Para funcionar, Stuxnet ingresa por internet o entradas USB en las computadoras equipadas con un programa de la empresa alemana Siemens que se utiliza para controlar oleoductos, centrales eléctricas e instalaciones industriales. Una vez adentro del sistema, modifica la gestión de actividades que pueden llevar a la destrucción física de las instalaciones atacadas.

Pese a la magnitud de la ofensiva, calificada de “guerra electrónica lanzada contra Irán”, las autoridades aseguran que el virus no “ha creado ningún daño serio” y desmintieron que la central nuclear de Bushehr, que empezará a funcionar próximamente, hubiese sido afectada por el ataque.

"Desmentimos que el sistema informático de la central haya sido afectado por el virus", declaró Mahmud Javari, director del proyecto de Bushehr, al canal iraní Al Alam. 

"Dado que usamos cortafuegos en los sistemas controlados por el Estado, este venenoso software ha sido menos efectivo”, sostuvo el ministro de Telecomunicaciones iraní Reza Taqipour.

Los iraníes no han logrado sin embargo parar a Stuxnet, que ha centrado el 60% de los ataques mundiales en este país.

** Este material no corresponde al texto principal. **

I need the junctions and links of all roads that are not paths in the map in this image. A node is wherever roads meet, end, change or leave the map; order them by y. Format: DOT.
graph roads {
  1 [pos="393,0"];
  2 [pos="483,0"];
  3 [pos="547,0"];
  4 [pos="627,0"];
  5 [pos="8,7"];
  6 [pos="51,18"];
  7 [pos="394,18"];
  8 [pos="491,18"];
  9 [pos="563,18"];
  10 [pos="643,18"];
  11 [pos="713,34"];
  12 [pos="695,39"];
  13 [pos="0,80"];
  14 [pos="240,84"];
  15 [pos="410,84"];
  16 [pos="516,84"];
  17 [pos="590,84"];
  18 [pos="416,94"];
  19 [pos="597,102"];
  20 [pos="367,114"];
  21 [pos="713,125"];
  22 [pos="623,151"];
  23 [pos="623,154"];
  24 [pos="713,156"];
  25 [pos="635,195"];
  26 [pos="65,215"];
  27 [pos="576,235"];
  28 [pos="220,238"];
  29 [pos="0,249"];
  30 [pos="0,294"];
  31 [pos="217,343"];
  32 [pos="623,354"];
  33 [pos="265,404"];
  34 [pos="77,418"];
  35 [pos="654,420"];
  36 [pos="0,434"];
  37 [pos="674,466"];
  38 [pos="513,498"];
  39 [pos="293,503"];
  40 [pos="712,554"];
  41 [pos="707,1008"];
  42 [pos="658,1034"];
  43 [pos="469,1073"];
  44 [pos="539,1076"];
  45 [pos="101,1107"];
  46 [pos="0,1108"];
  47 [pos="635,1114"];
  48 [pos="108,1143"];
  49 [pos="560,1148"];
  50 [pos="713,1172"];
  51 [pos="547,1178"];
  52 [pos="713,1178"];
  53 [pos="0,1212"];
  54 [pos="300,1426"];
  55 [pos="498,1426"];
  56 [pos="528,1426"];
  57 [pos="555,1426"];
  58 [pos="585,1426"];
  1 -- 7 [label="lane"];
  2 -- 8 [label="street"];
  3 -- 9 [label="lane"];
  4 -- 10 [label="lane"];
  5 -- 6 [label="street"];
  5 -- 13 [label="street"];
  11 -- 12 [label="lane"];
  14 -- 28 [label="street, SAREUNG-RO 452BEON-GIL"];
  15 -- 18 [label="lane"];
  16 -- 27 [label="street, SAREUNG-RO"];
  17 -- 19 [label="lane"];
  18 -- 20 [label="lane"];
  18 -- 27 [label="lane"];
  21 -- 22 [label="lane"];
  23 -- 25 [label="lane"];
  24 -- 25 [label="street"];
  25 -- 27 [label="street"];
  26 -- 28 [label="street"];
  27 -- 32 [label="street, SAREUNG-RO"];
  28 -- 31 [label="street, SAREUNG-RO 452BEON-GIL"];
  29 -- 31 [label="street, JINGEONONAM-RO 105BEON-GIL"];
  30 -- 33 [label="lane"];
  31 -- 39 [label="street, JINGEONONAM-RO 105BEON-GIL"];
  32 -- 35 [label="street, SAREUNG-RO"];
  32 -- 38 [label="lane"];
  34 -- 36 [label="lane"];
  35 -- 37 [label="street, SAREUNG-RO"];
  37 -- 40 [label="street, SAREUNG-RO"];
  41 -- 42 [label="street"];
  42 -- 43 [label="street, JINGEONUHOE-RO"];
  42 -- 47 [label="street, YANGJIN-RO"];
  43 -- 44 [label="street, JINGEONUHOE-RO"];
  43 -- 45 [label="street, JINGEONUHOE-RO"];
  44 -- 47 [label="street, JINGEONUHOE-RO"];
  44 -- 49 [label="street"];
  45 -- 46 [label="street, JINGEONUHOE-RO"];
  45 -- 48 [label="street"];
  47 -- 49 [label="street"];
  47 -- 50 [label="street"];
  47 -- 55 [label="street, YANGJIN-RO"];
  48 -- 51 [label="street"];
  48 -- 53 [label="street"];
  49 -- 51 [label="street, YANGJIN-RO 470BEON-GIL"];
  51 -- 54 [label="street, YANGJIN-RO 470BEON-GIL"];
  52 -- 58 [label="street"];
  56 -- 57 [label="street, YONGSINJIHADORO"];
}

“Los ataques continúan y nuevas versiones del virus empiezan a propagarse”, dijo Hamid Alipour, director adjunto de la Empresa de Estado Iraní de las Tecnologías Informáticas.

“Supervisamos y controlamos el desarrollo del virus. Habíamos previsto eliminarlo en dos meses, pero no es estable, y tres nuevas versiones han aparecido desde que empezamos las operaciones de limpieza”, agregó.

Según empresas occidentales de seguridad informática, la complejidad del virus hace pensar que no fue elaborado por una firma, sino por un Estado.